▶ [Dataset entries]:

--- --- ---

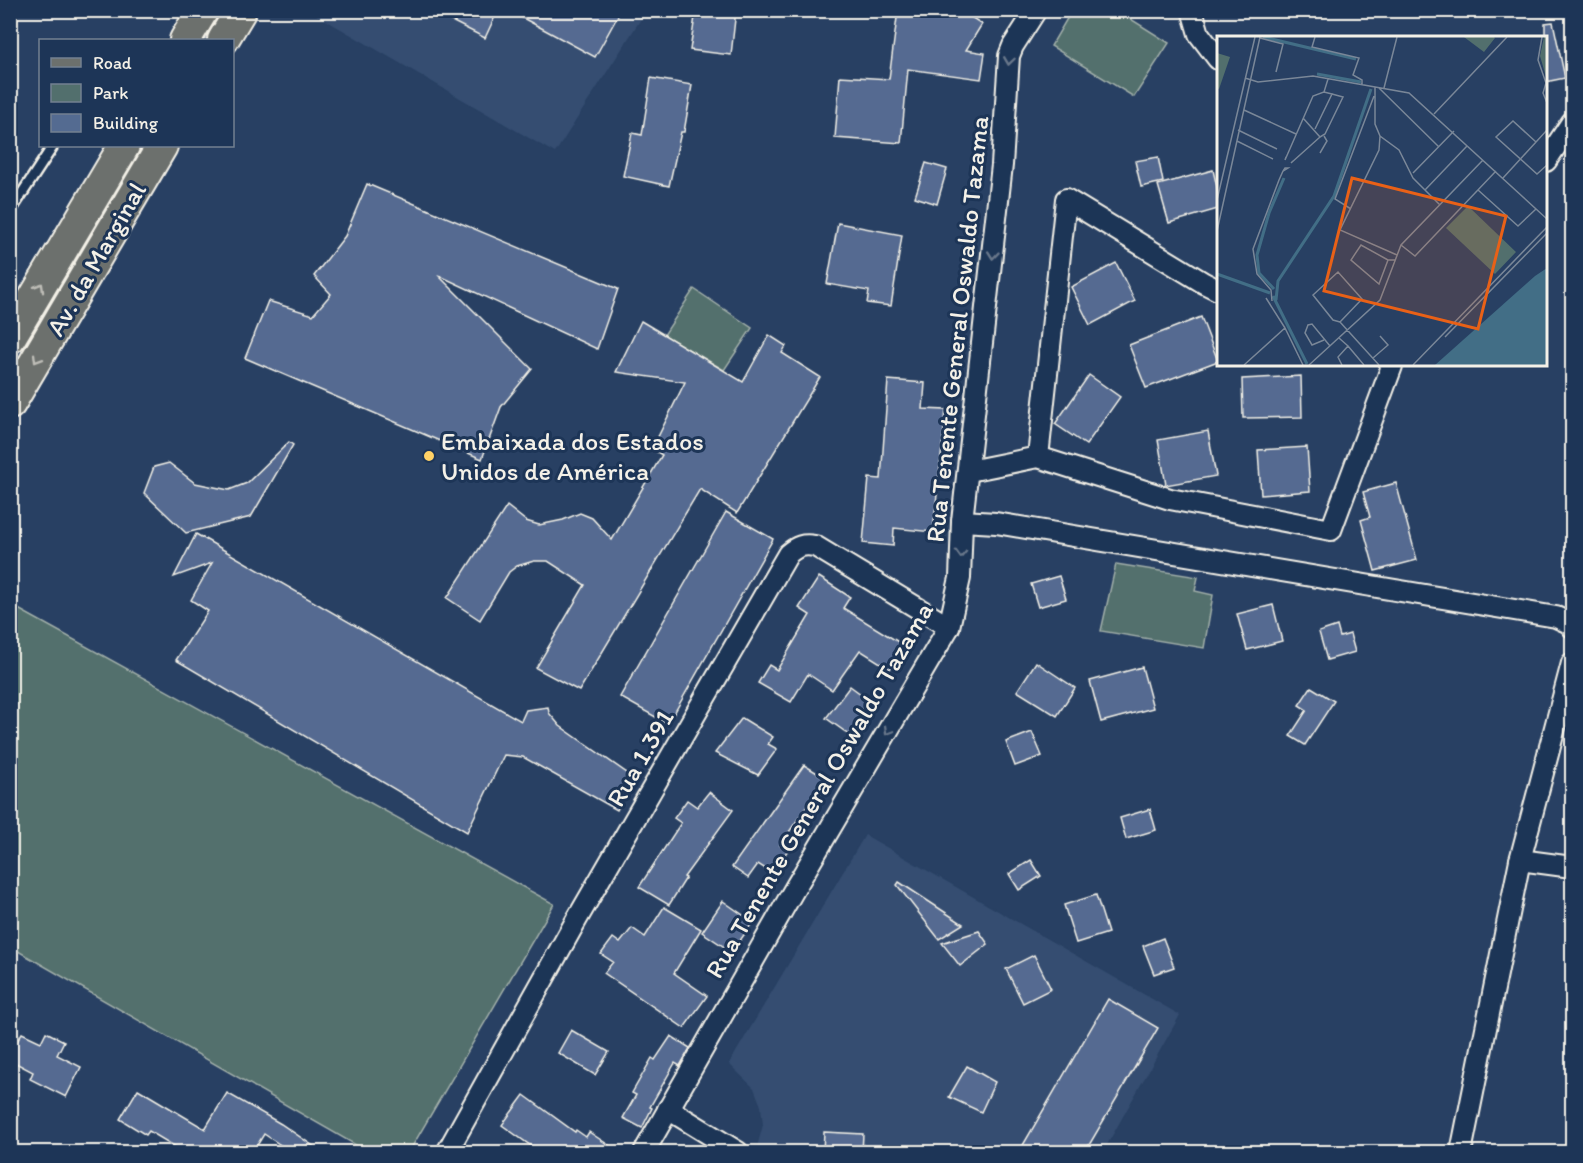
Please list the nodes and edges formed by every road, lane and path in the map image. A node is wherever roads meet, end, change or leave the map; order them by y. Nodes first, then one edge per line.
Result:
1 (241, 10) edge
2 (1036, 10) edge
3 (1192, 10) edge
4 (224, 39) edge
5 (1217, 58) edge
6 (1572, 122) edge
7 (51, 147) edge
8 (123, 147) edge
9 (161, 147) edge
10 (1547, 158) edge
11 (10, 212) edge
12 (1217, 290) edge
13 (10, 338) edge
14 (1392, 366) edge
15 (10, 404) edge
16 (1038, 457) junction
17 (969, 471) junction
18 (962, 521) junction
19 (950, 627) junction
20 (1572, 627) edge
21 (1572, 663) edge
22 (1520, 860) junction
23 (1572, 867) edge
24 (668, 1109) junction
25 (447, 1152) edge
26 (644, 1152) edge
27 (738, 1152) edge
28 (1461, 1152) edge

1 - 4 main road
2 -> 17 street, Rua Tenente General Oswaldo Tazama
3 - 5 street
6 - 10 street
7 - 11 lane
13 -> 8 main road, Av. da Marginal
9 -> 15 main road, Av. da Marginal
12 - 16 street
14 - 16 street
16 - 17 street
17 - 18 street, Rua Tenente General Oswaldo Tazama
18 -> 19 street, Rua Tenente General Oswaldo Tazama
18 - 20 street
19 -> 24 street, Rua Tenente General Oswaldo Tazama
19 - 25 street, Rua 1.391
21 - 22 street
22 - 23 street
22 - 28 street
24 - 26 street, Rua Tenente General Oswaldo Tazama
24 - 27 street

--- --- ---

▶ [Work task]: Your copy should repeat each entry above exactly but contain no pictures.

▶ [Answer]:
Please list the nodes and edges formed by every road, lane and path in the map image. A node is wherever roads meet, end, change or leave the map; order them by y. Nodes first, then one edge per line.
Result:
1 (241, 10) edge
2 (1036, 10) edge
3 (1192, 10) edge
4 (224, 39) edge
5 (1217, 58) edge
6 (1572, 122) edge
7 (51, 147) edge
8 (123, 147) edge
9 (161, 147) edge
10 (1547, 158) edge
11 (10, 212) edge
12 (1217, 290) edge
13 (10, 338) edge
14 (1392, 366) edge
15 (10, 404) edge
16 (1038, 457) junction
17 (969, 471) junction
18 (962, 521) junction
19 (950, 627) junction
20 (1572, 627) edge
21 (1572, 663) edge
22 (1520, 860) junction
23 (1572, 867) edge
24 (668, 1109) junction
25 (447, 1152) edge
26 (644, 1152) edge
27 (738, 1152) edge
28 (1461, 1152) edge

1 - 4 main road
2 -> 17 street, Rua Tenente General Oswaldo Tazama
3 - 5 street
6 - 10 street
7 - 11 lane
13 -> 8 main road, Av. da Marginal
9 -> 15 main road, Av. da Marginal
12 - 16 street
14 - 16 street
16 - 17 street
17 - 18 street, Rua Tenente General Oswaldo Tazama
18 -> 19 street, Rua Tenente General Oswaldo Tazama
18 - 20 street
19 -> 24 street, Rua Tenente General Oswaldo Tazama
19 - 25 street, Rua 1.391
21 - 22 street
22 - 23 street
22 - 28 street
24 - 26 street, Rua Tenente General Oswaldo Tazama
24 - 27 street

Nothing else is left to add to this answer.